Classification Trees

set.seed(61287)
fit.rpart <- train(classe~., method="rpart", trControl=control, data=train)
print(fit.rpart)

## CART 
## 
## 13737 samples
##    52 predictor
##     5 classes: 'A', 'B', 'C', 'D', 'E' 
## 
## No pre-processing
## Resampling: Cross-Validated (5 fold) 
## Summary of sample sizes: 10990, 10989, 10990, 10990, 10989 
## Resampling results across tuning parameters:
## 
##   cp          Accuracy   Kappa     
##   0.03102431  0.5161963  0.36917742
##   0.06086190  0.3905549  0.16616499
##   0.11433221  0.3154244  0.04736344
## 
## Accuracy was used to select the optimal model using the largest value.
## The final value used for the model was cp = 0.03102431.

fancyRpartPlot(fit.rpart$finalModel)

pdt.rpart <- predict(fit.rpart, test)
confusionMatrix(pdt.rpart, test$classe)$overall[1]

##  Accuracy 
## 0.4953271

The accuracy of classification tree in this case is quite poor.

Boosting

fit.gbm <- train(classe~., method="gbm", trControl=control, data=train, verbose=FALSE)
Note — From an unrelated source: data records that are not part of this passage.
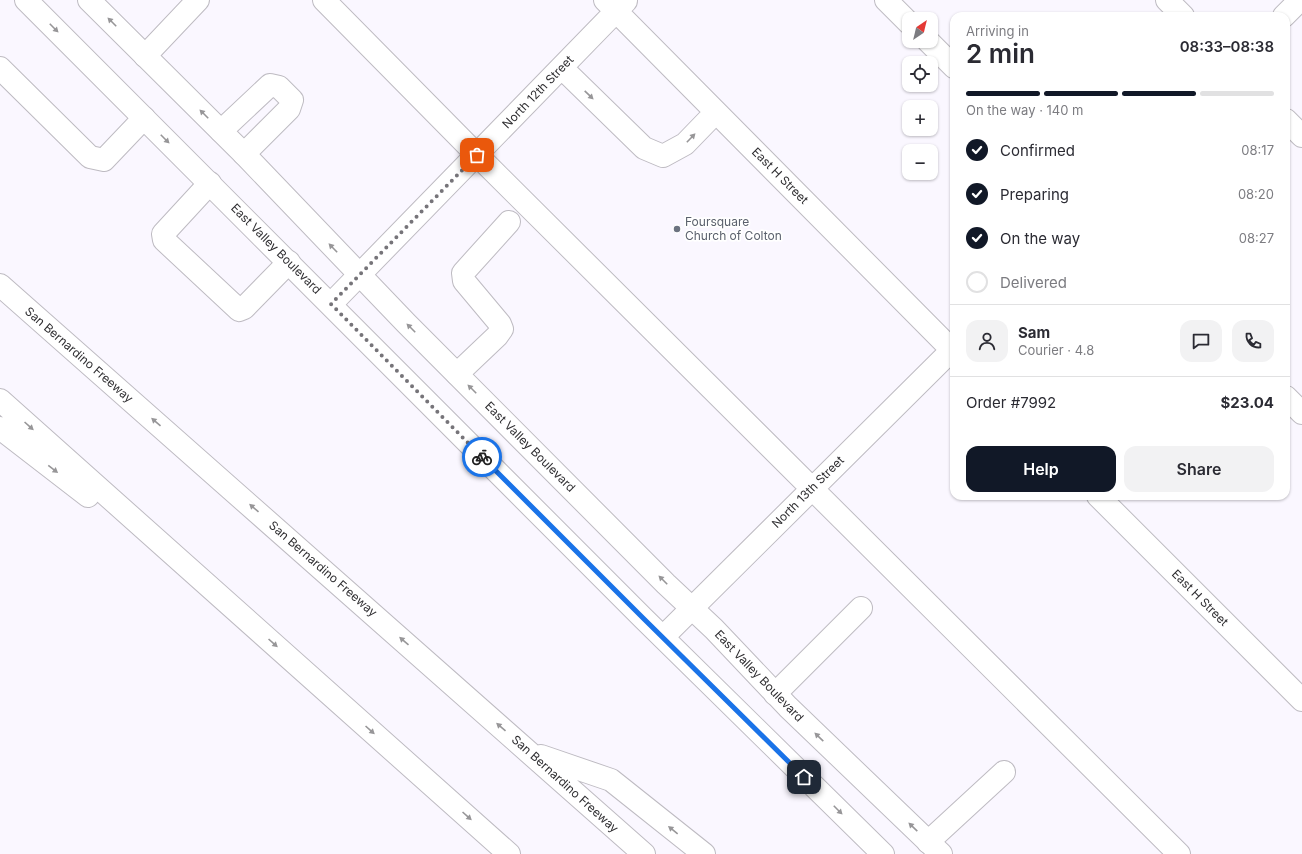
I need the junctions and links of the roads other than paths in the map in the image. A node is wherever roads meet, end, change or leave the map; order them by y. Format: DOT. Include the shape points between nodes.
graph roads {
  1 [pos="26,0"];
  2 [pos="89,0"];
  3 [pos="198,0"];
  4 [pos="324,0"];
  5 [pos="886,0"];
  6 [pos="1167,0"];
  7 [pos="1300,0"];
  8 [pos="616,4"];
  9 [pos="1179,12"];
  10 [pos="1288,12"];
  11 [pos="902,16"];
  12 [pos="935,48"];
  13 [pos="145,56"];
  14 [pos="950,63"];
  15 [pos="0,68"];
  16 [pos="562,68"];
  17 [pos="716,112"];
  18 [pos="144,118"];
  19 [pos="1290,124"];
  20 [pos="221,131"];
  21 [pos="1302,136"];
  22 [pos="244,154"];
  23 [pos="477,155"];
  24 [pos="210,183"];
  25 [pos="509,222"];
  26 [pos="289,262"];
  27 [pos="360,276"];
  28 [pos="0,285"];
  29 [pos="331,304"];
  30 [pos="950,347"];
  31 [pos="950,353"];
  32 [pos="457,374"];
  33 [pos="0,400"];
  34 [pos="1290,401"];
  35 [pos="1302,413"];
  36 [pos="0,428"];
  37 [pos="812,488"];
  38 [pos="1102,500"];
  39 [pos="691,608"];
  40 [pos="861,608"];
  41 [pos="244,617"];
  42 [pos="663,637"];
  43 [pos="775,694"];
  44 [pos="1302,700"];
  45 [pos="531,752"];
  46 [pos="1004,772"];
  47 [pos="935,848"];
  48 [pos="509,854"];
  49 [pos="644,854"];
  50 [pos="704,854"];
  51 [pos="883,854"];
  52 [pos="1179,854"];
  1 -- 18 [label="main road, East Valley Boulevard, one-way"];
  13 -- 2 [label="main road, East Valley Boulevard, one-way"];
  3 -- 13 [label="main road"];
  4 -- 23 [label="main road"];
  5 -- 11 [label="main road"];
  6 -- 9 [label="main road"];
  7 -- 10 [label="main road"];
  8 -- 16 [label="main road, North 12th Street"];
  8 -- 17 [label="main road, East H Street"];
  12 -- 14 [label="main road"];
  20 -- 13 [label="main road, East Valley Boulevard, one-way"];
  15 -- 18 [label="main road" via="90,157 104,160"];
  16 -- 17 [label="main road, one-way" via="644,148 663,156 686,144"];
  16 -- 23 [label="main road, North 12th Street"];
  17 -- 30 [label="main road, East H Street"];
  18 -- 24 [label="main road, East Valley Boulevard, one-way"];
  19 -- 21 [label="main road"];
  20 -- 22 [label="main road, East Valley Boulevard"];
  20 -- 22 [label="main road" via="270,85 279,87 292,100 289,109"];
  27 -- 22 [label="main road, East Valley Boulevard, one-way"];
  23 -- 27 [label="main road, North 12th Street"];
  23 -- 37 [label="main road"];
  24 -- 26 [label="main road, East Valley Boulevard"];
  24 -- 26 [label="main road" via="163,234 164,240 239,310 244,308"];
  25 -- 32 [label="main road" via="463,273 464,282 502,329"];
  26 -- 29 [label="main road, East Valley Boulevard"];
  27 -- 29 [label="main road, North 12th Street"];
  32 -- 27 [label="main road, East Valley Boulevard, one-way"];
  45 -- 28 [label="main road, San Bernardino Freeway, one-way"];
  29 -- 42 [label="main road, East Valley Boulevard"];
  31 -- 37 [label="main road, North 13th Street"];
  39 -- 32 [label="main road, East Valley Boulevard, one-way"];
  33 -- 41 [label="main road, one-way"];
  34 -- 35 [label="main road"];
  36 -- 41 [label="main road, one-way"];
  37 -- 39 [label="main road, North 13th Street"];
  37 -- 52 [label="main road"];
  38 -- 44 [label="main road, East H Street"];
  39 -- 42 [label="main road, North 13th Street"];
  39 -- 43 [label="main road, East Valley Boulevard"];
  40 -- 43 [label="main road"];
  41 -- 48 [label="main road, one-way"];
  42 -- 51 [label="main road, East Valley Boulevard, one-way"];
  47 -- 43 [label="main road, East Valley Boulevard, one-way"];
  45 -- 49 [label="main road, San Bernardino Freeway"];
  50 -- 45 [label="main road, one-way" via="612,780"];
  46 -- 47 [label="main road"];
}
pdt.gbm <- predict(fit.gbm, test)
confusionMatrix(pdt.gbm, test$classe)$overall[1]

##  Accuracy 
## 0.9587086

Random Forest

fit.rf <- train(classe~., method="rf", trControl=control, data=train)
pdt.rf <- predict(fit.rf, test)
confusionMatrix(pdt.rf, test$classe)$overall[1]

##  Accuracy 
## 0.9913339

The accuracy of random forest is the highest.

Prediction

Having the highest accuracy, which means the lowest out-of-sample error, random forest is selected to predict the 20 cases.

predict(fit.rf, pml.testing)

##  [1] B A B A A E D B A A B C B A E E A B B B
## Levels: A B C D E